The State suggests the Court of Appeals overlooked the direct testimony of John Lindemulder and contends the jury readily could have distinguished between second degree assault and unlawful display. Because the intent requirement was not set forth clearly in the jury instructions, this argument is not persuasive. The jury had conflicting evidence as to the events that occurred when Byrd confronted Lindemulder on the evening of February 13, 1990. If the jury believed Lindemulder's testimony, it could have found Byrd intended to create in Lindemulder apprehension of bodily harm, thus satisfying the intent element of second degree assault. If the jury believed Byrd's evidence, it could have found either that Byrd intended to cause present apprehension in Lindemulder or that Byrd intended only to intimidate Lindemulder; the latter intent is insufficient to support second degree assault. See Byrd, 72 Wn. App. at 778. However, the jury was not instructed that the defendant must have intended to create in his or her victim apprehension of bodily harm. Therefore, the jury may not have understood it must acquit Byrd of second degree assault if it failed to find he intended to create present apprehension in Lindemulder, because an essential element would not have been proved:
It is not enough to instruct a jury that an assault requires an intentional unlawful act because, given the circumstances, Byrd's act of drawing the gun could be found to be an unlawful intentional act. Even where an act is done unlawfully and the result is reasonable apprehension in another, it still is not sufficient to convict because the act must be accompanied by an actual intent to cause that apprehension. This is the required element about which the jury was never told.
Byrd, 72 Wn. App. at 780.
Consequently, even if the jury had found there was no intent to cause reasonable apprehension of bodily harm, the trial court's instructions permitted it to return a verdict of guilty of second degree assault. In this way, the trial court's instructional error impermissibly removed the element of intent from the jury. This is reversible error. Allen, 101 Wn.2d at 358; Roberts, 88 Wn.2d at 340; Austin, 59 Wn. App. at 192.

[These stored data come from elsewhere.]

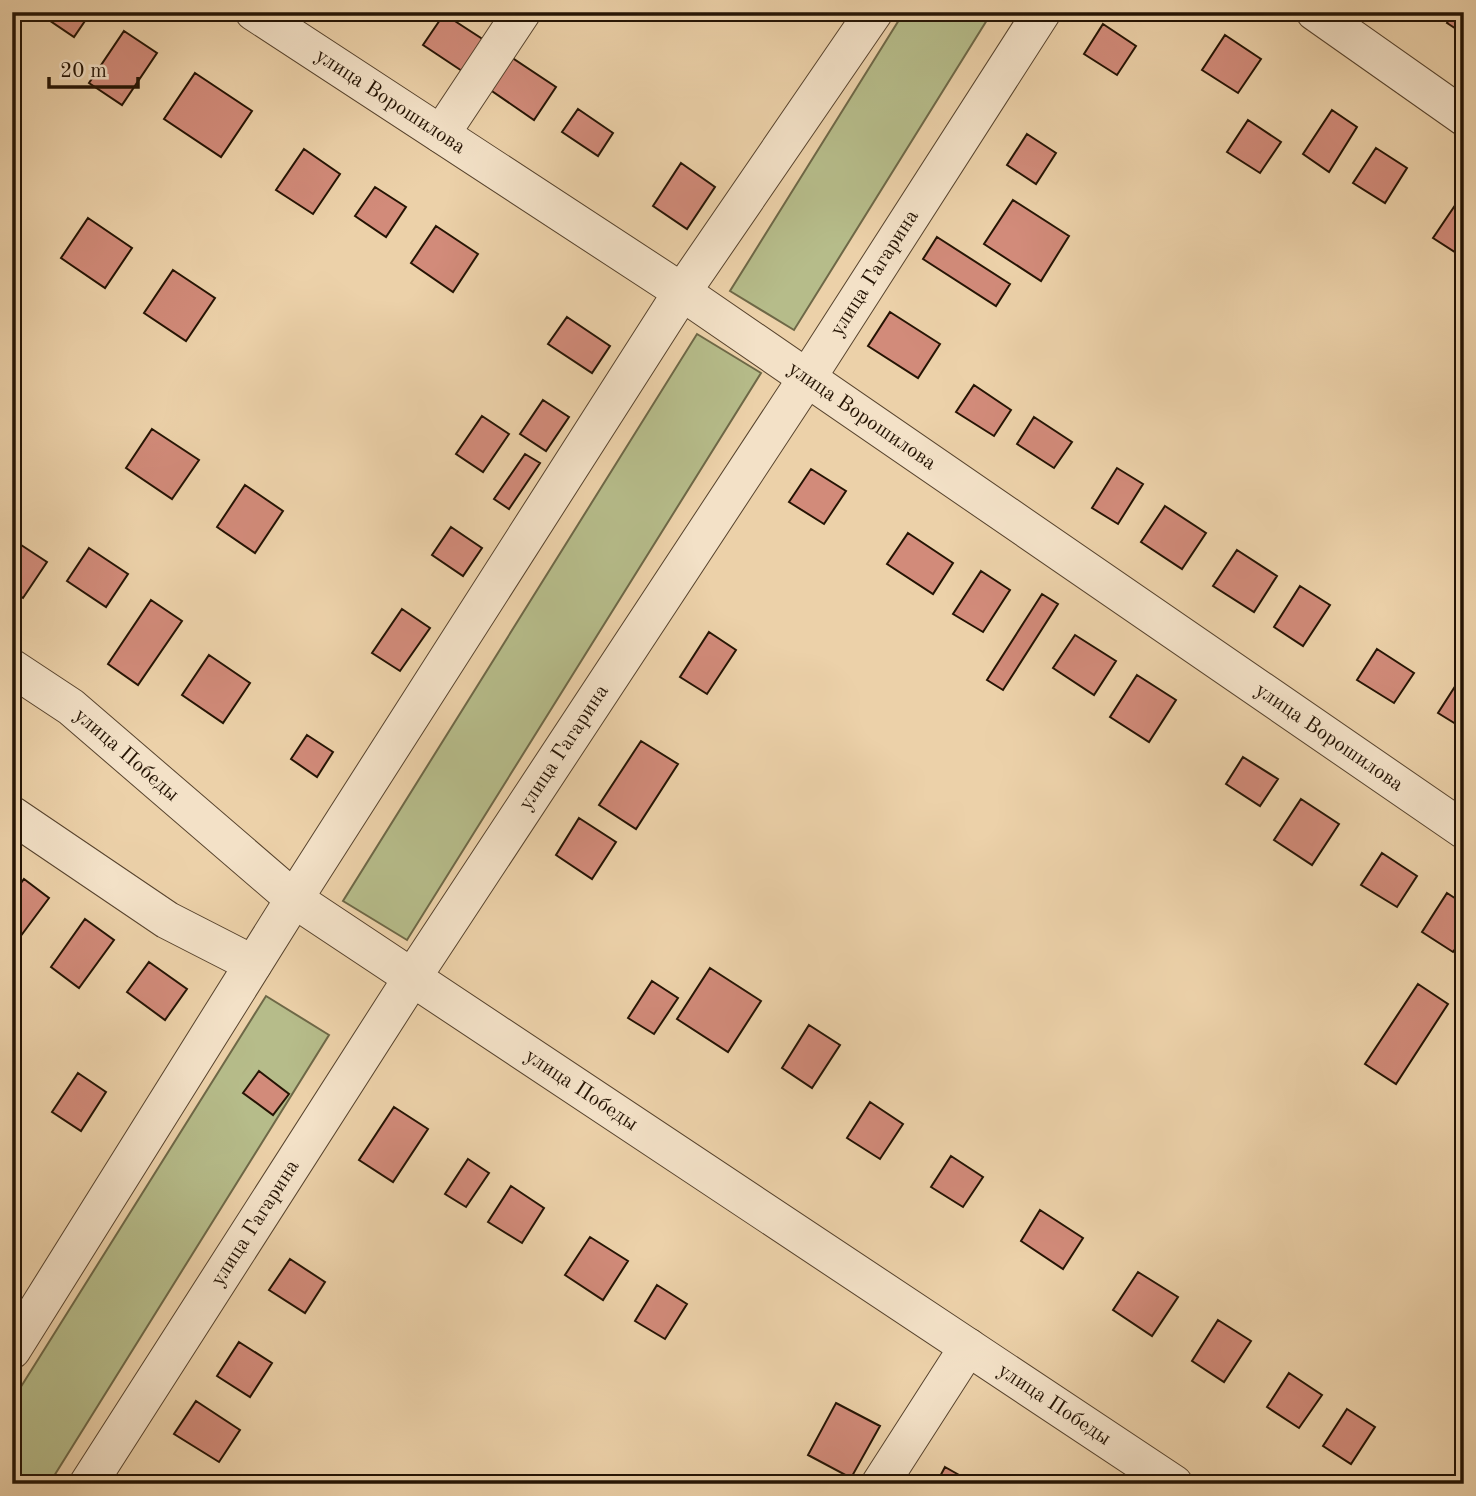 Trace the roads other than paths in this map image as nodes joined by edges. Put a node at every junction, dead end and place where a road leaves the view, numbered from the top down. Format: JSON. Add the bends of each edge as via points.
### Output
{"nodes":[{"id":1,"x":254,"y":12,"type":"edge"},
{"id":2,"x":522,"y":12,"type":"edge"},
{"id":3,"x":874,"y":12,"type":"edge"},
{"id":4,"x":1042,"y":12,"type":"edge"},
{"id":5,"x":1315,"y":12,"type":"edge"},
{"id":6,"x":1464,"y":117,"type":"edge"},
{"id":7,"x":441,"y":134,"type":"junction"},
{"id":8,"x":682,"y":292,"type":"junction"},
{"id":9,"x":807,"y":378,"type":"junction"},
{"id":10,"x":12,"y":668,"type":"edge"},
{"id":11,"x":12,"y":815,"type":"edge"},
{"id":12,"x":1464,"y":830,"type":"edge"},
{"id":13,"x":294,"y":899,"type":"junction"},
{"id":14,"x":253,"y":964,"type":"junction"},
{"id":15,"x":412,"y":978,"type":"junction"},
{"id":16,"x":968,"y":1347,"type":"junction"},
{"id":17,"x":12,"y":1350,"type":"edge"},
{"id":18,"x":88,"y":1484,"type":"edge"},
{"id":19,"x":880,"y":1484,"type":"edge"},
{"id":20,"x":1174,"y":1484,"type":"edge"}],
"edges":[{"from":1,"to":7,"type":"street","name":"улица Ворошилова"},
{"from":2,"to":7,"type":"street"},
{"from":3,"to":8,"type":"street"},
{"from":4,"to":9,"type":"street","name":"улица Гагарина"},
{"from":5,"to":6,"type":"street"},
{"from":7,"to":8,"type":"street","name":"улица Ворошилова"},
{"from":8,"to":9,"type":"street","name":"улица Ворошилова"},
{"from":8,"to":13,"type":"street"},
{"from":9,"to":12,"type":"street","name":"улица Ворошилова"},
{"from":9,"to":15,"type":"street","name":"улица Гагарина"},
{"from":10,"to":13,"type":"street","name":"улица Победы","via":[[71,707]]},
{"from":11,"to":14,"type":"street","via":[[167,920]]},
{"from":13,"to":14,"type":"street"},
{"from":13,"to":15,"type":"street","name":"улица Победы"},
{"from":14,"to":17,"type":"street"},
{"from":15,"to":16,"type":"street","name":"улица Победы"},
{"from":15,"to":18,"type":"street","name":"улица Гагарина"},
{"from":16,"to":19,"type":"street"},
{"from":16,"to":20,"type":"street","name":"улица Победы"}]}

Specific intent is an essential element of the second degree assault charge against the Defendant. Under the theory of the case argued at trial, the State must prove beyond a reasonable doubt that James Byrd intended to create in John Lindemulder's mind a reasonable apprehension of harm. By failing to set forth clearly the intent requirement for second degree assault, the trial court impermissibly removed the element of intent from the jury. This is reversible error.
We affirm the Court of Appeals and remand to the trial court for proceedings consistent with this opinion.
DURHAM, C.J., UTTER, DOLLIVER, SMITH, GUY, and MADSEN, JJ., and ANDERSEN and BRACHTENBACH, JJ. Pro Tem., concur.